Mosque in Mogadishu, Banaadir, Somalia

The 'Adayga Mosque, also known as Aw Musse mosque or Haji Musse mosque, is small mosque in the historical Hamar Weyne district of Mogadishu, Banaadir, in Somalia.

== Overview ==
The historical Hamar Weyne district contains approximately 25 small mosques.

The mosque can be found in the small ancient alleyways of Hamar Weyne and can be easily missed, as it is in the midst of houses.
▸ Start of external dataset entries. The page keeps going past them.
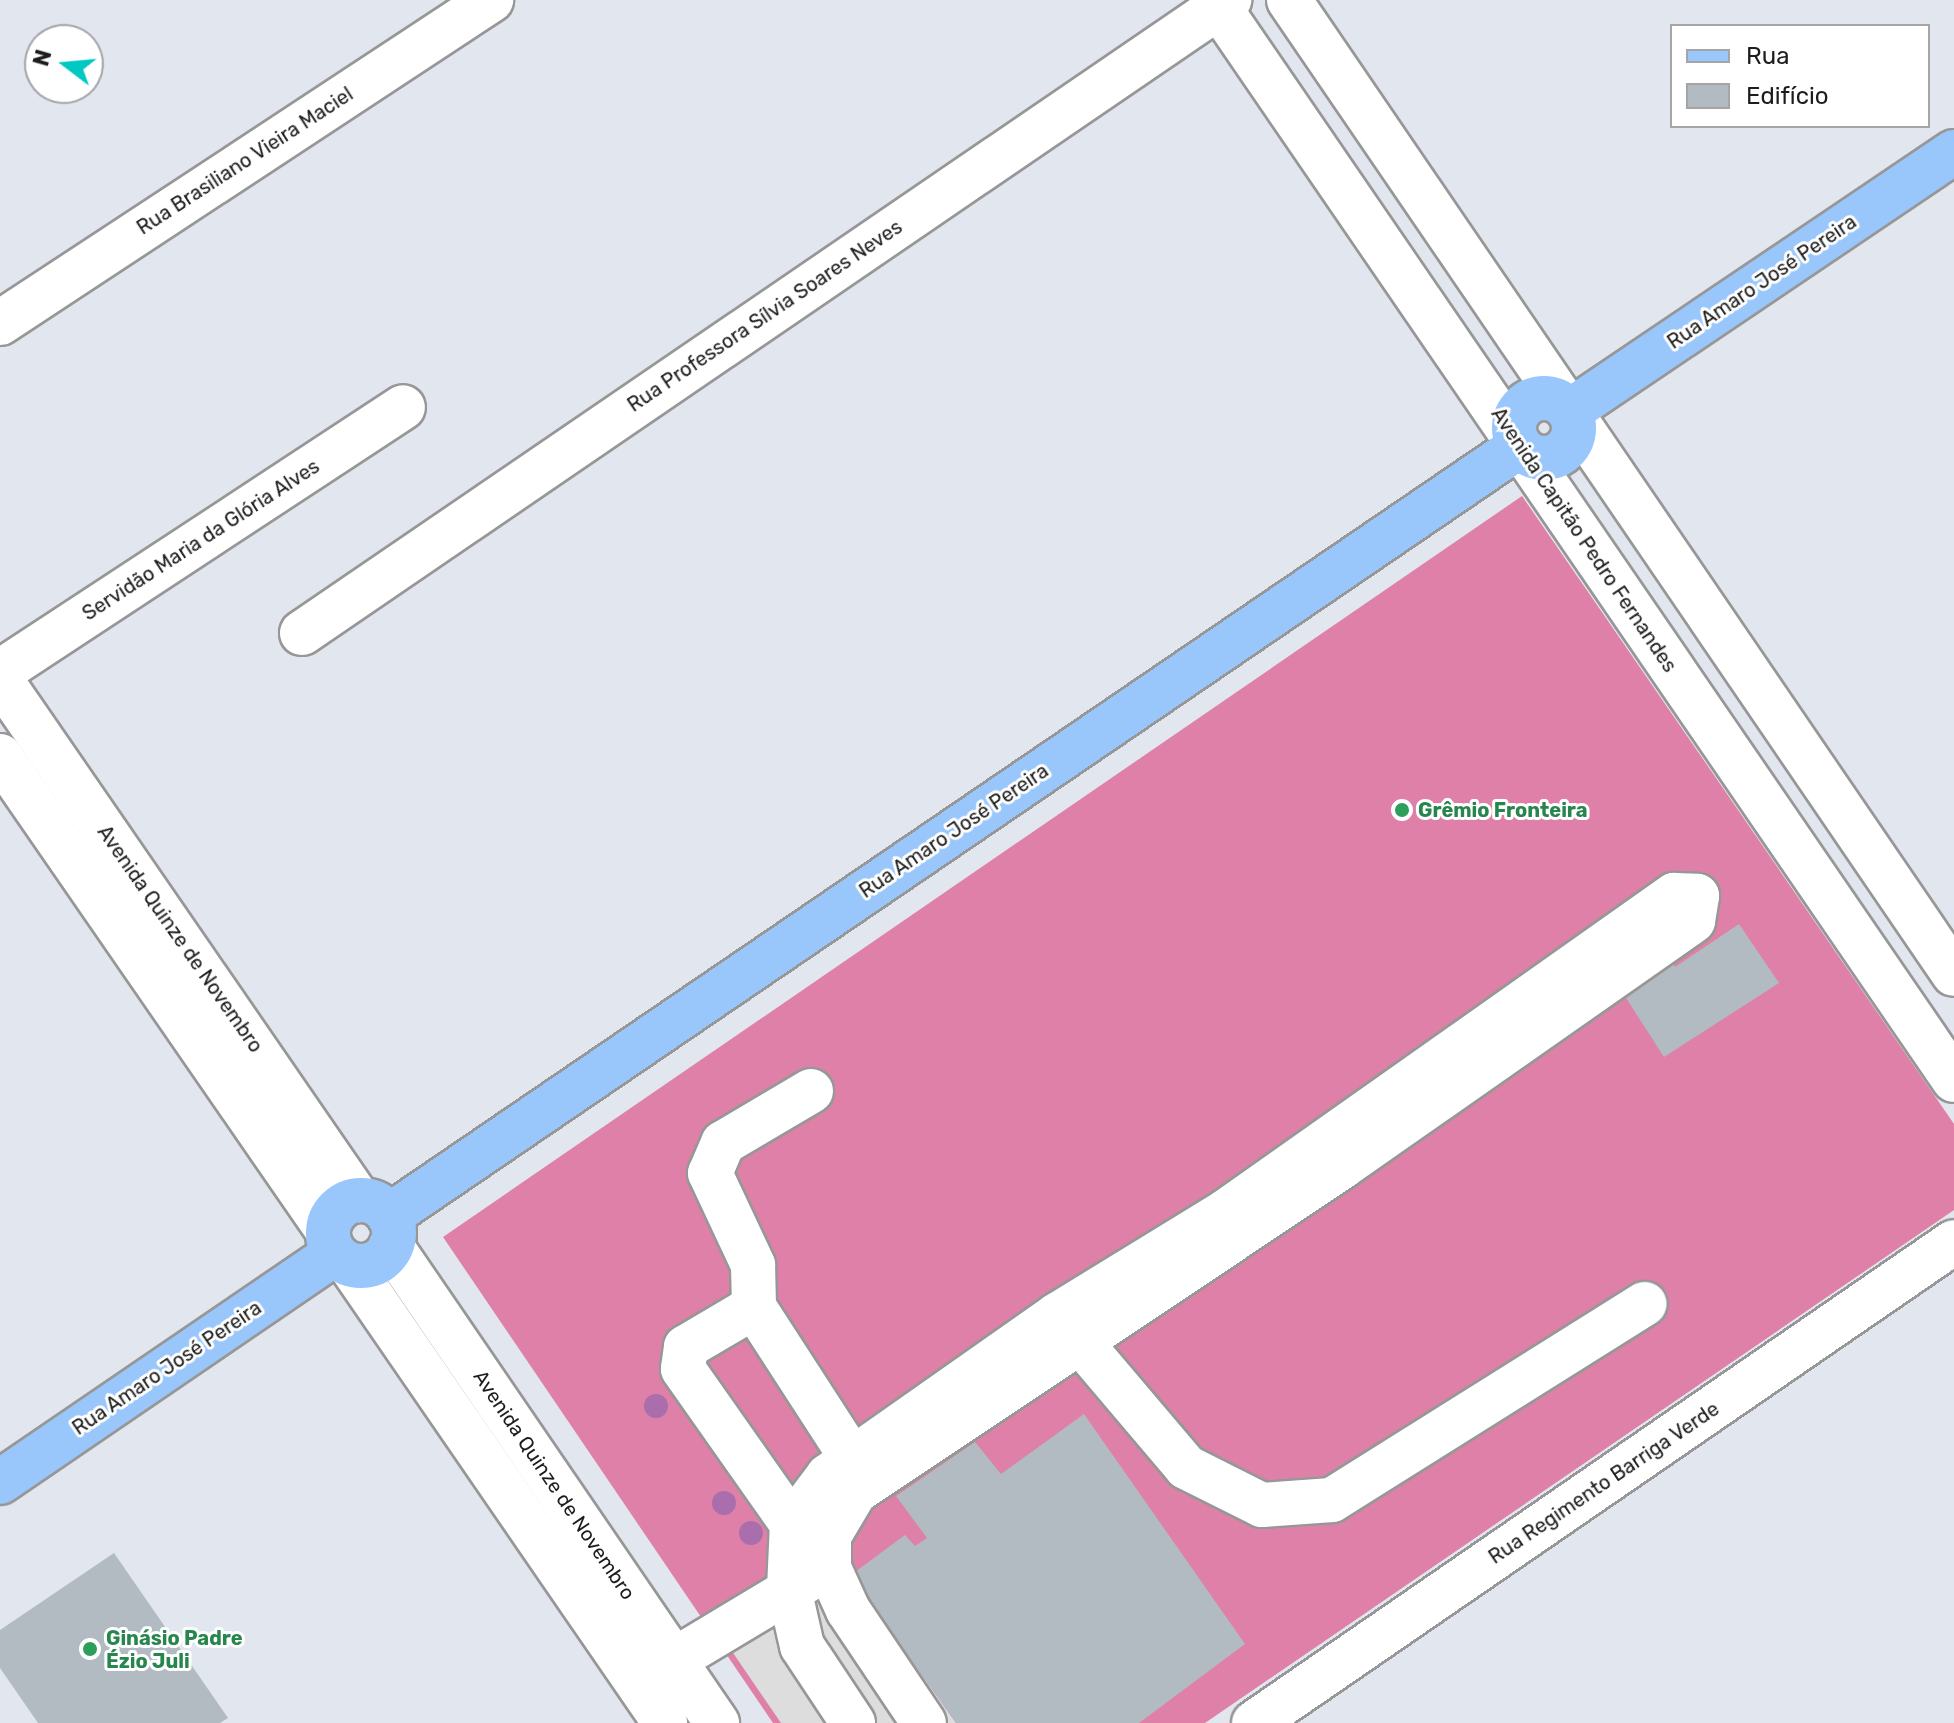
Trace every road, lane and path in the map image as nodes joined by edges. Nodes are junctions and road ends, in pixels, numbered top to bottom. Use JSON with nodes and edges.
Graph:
{"nodes":[{"id":1,"x":491,"y":0,"type":"edge"},
{"id":2,"x":1289,"y":0,"type":"edge"},
{"id":3,"x":1221,"y":2,"type":"edge"},
{"id":4,"x":1954,"y":152,"type":"edge"},
{"id":5,"x":0,"y":323,"type":"edge"},
{"id":6,"x":403,"y":407,"type":"dead end"},
{"id":7,"x":1570,"y":411,"type":"junction"},
{"id":8,"x":1520,"y":446,"type":"junction"},
{"id":9,"x":302,"y":633,"type":"dead end"},
{"id":10,"x":0,"y":672,"type":"edge"},
{"id":11,"x":0,"y":679,"type":"edge"},
{"id":12,"x":0,"y":756,"type":"edge"},
{"id":13,"x":1810,"y":762,"type":"junction"},
{"id":14,"x":1761,"y":798,"type":"junction"},
{"id":15,"x":1954,"y":974,"type":"edge"},
{"id":16,"x":1954,"y":1080,"type":"edge"},
{"id":17,"x":811,"y":1091,"type":"dead end"},
{"id":18,"x":1333,"y":1154,"type":"junction"},
{"id":19,"x":380,"y":1221,"type":"junction"},
{"id":20,"x":1954,"y":1242,"type":"edge"},
{"id":21,"x":337,"y":1250,"type":"junction"},
{"id":22,"x":1645,"y":1304,"type":"dead end"},
{"id":23,"x":754,"y":1307,"type":"junction"},
{"id":24,"x":1068,"y":1326,"type":"junction"},
{"id":25,"x":851,"y":1457,"type":"junction"},
{"id":26,"x":0,"y":1482,"type":"edge"},
{"id":27,"x":792,"y":1524,"type":"junction"},
{"id":28,"x":829,"y":1568,"type":"junction"},
{"id":29,"x":789,"y":1589,"type":"junction"},
{"id":30,"x":674,"y":1660,"type":"junction"},
{"id":31,"x":665,"y":1723,"type":"edge"},
{"id":32,"x":717,"y":1723,"type":"edge"},
{"id":33,"x":853,"y":1723,"type":"edge"},
{"id":34,"x":924,"y":1723,"type":"edge"},
{"id":35,"x":1254,"y":1723,"type":"edge"}],
"edges":[{"from":1,"to":5,"type":"street","name":"Rua Brasiliano Vieira Maciel"},
{"from":2,"to":7,"type":"street"},
{"from":3,"to":8,"type":"street","name":"Avenida Capitão Pedro Fernandes"},
{"from":3,"to":9,"type":"street","name":"Rua Professora Sílvia Soares Neves"},
{"from":4,"to":7,"type":"main road","name":"Rua Amaro José Pereira"},
{"from":6,"to":10,"type":"street","name":"Servidão Maria da Glória Alves"},
{"from":7,"to":8,"type":"main road"},
{"from":7,"to":13,"type":"street"},
{"from":8,"to":14,"type":"street","name":"Avenida Capitão Pedro Fernandes"},
{"from":8,"to":19,"type":"main road","name":"Rua Amaro José Pereira"},
{"from":11,"to":19,"type":"street","name":"Avenida Quinze de Novembro"},
{"from":12,"to":21,"type":"street"},
{"from":13,"to":14,"type":"street"},
{"from":13,"to":15,"type":"street"},
{"from":14,"to":16,"type":"street","name":"Avenida Capitão Pedro Fernandes"},
{"from":17,"to":23,"type":"street"},
{"from":18,"to":18,"type":"street"},
{"from":18,"to":24,"type":"street"},
{"from":19,"to":21,"type":"main road"},
{"from":19,"to":21,"type":"main road"},
{"from":19,"to":30,"type":"street","name":"Avenida Quinze de Novembro"},
{"from":20,"to":35,"type":"street","name":"Rua Regimento Barriga Verde"},
{"from":21,"to":26,"type":"main road","name":"Rua Amaro José Pereira"},
{"from":21,"to":31,"type":"street"},
{"from":22,"to":24,"type":"street"},
{"from":23,"to":25,"type":"street"},
{"from":23,"to":27,"type":"street"},
{"from":24,"to":25,"type":"street"},
{"from":24,"to":28,"type":"street"},
{"from":25,"to":27,"type":"street"},
{"from":27,"to":29,"type":"street"},
{"from":28,"to":29,"type":"street"},
{"from":28,"to":34,"type":"street"},
{"from":29,"to":30,"type":"street"},
{"from":29,"to":33,"type":"street"},
{"from":30,"to":32,"type":"street","name":"Avenida Quinze de Novembro"}]}
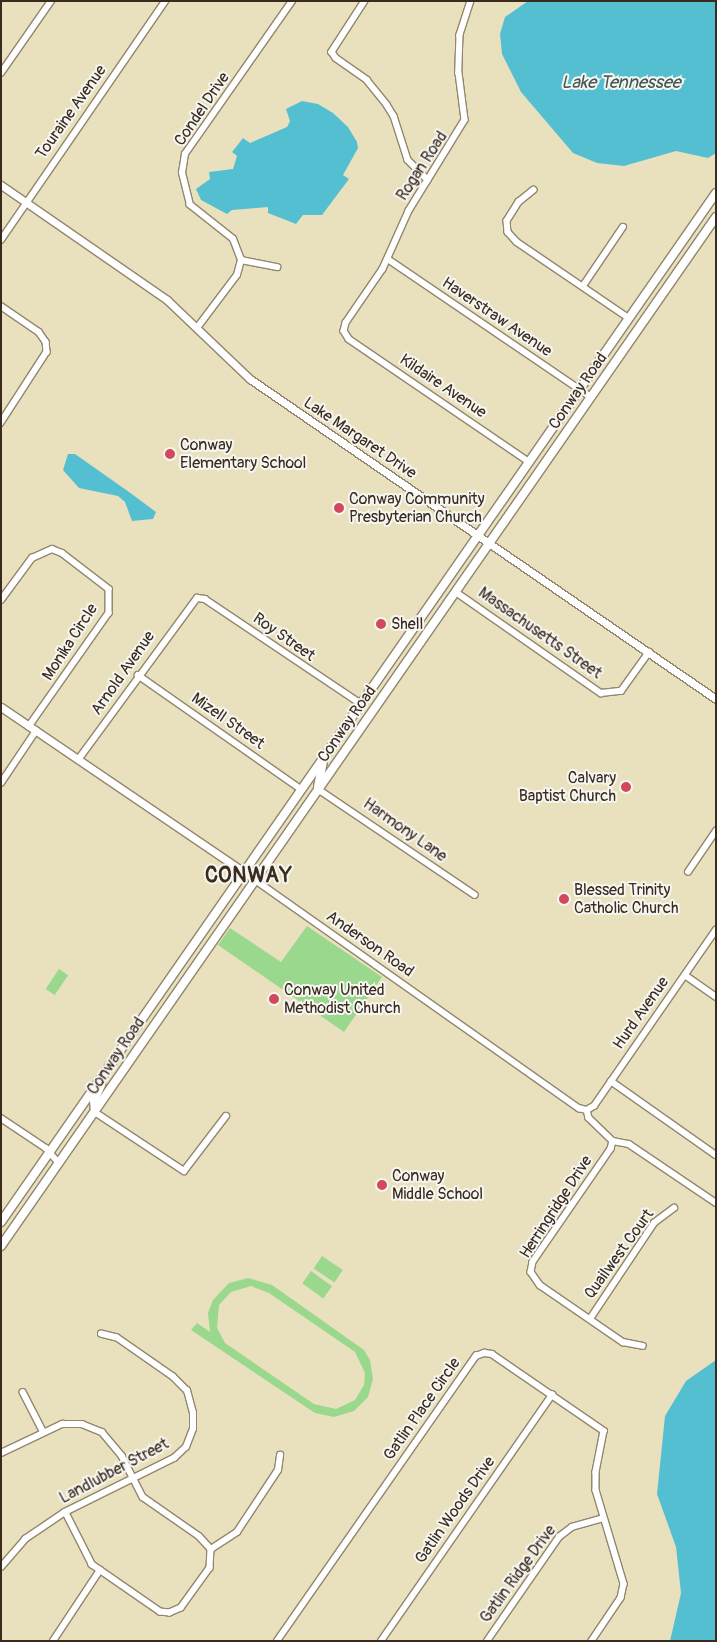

Maria Rosario La Lomia put forward the hypothesis that the mosque could have been built in the 13th century due to the similarities of the minaret of the 'Adayga to the minaret of Jama'a Xamar Weyne.

The mosque's name comes from the fact that you'd find a Salvadora persica tree which twigs is customarily used as a toothbrush, hence the name 'Adayga, which in Somali means "whitener" or "toothbrush".

The mosque has recently been reconstructed again and has lost some of its features.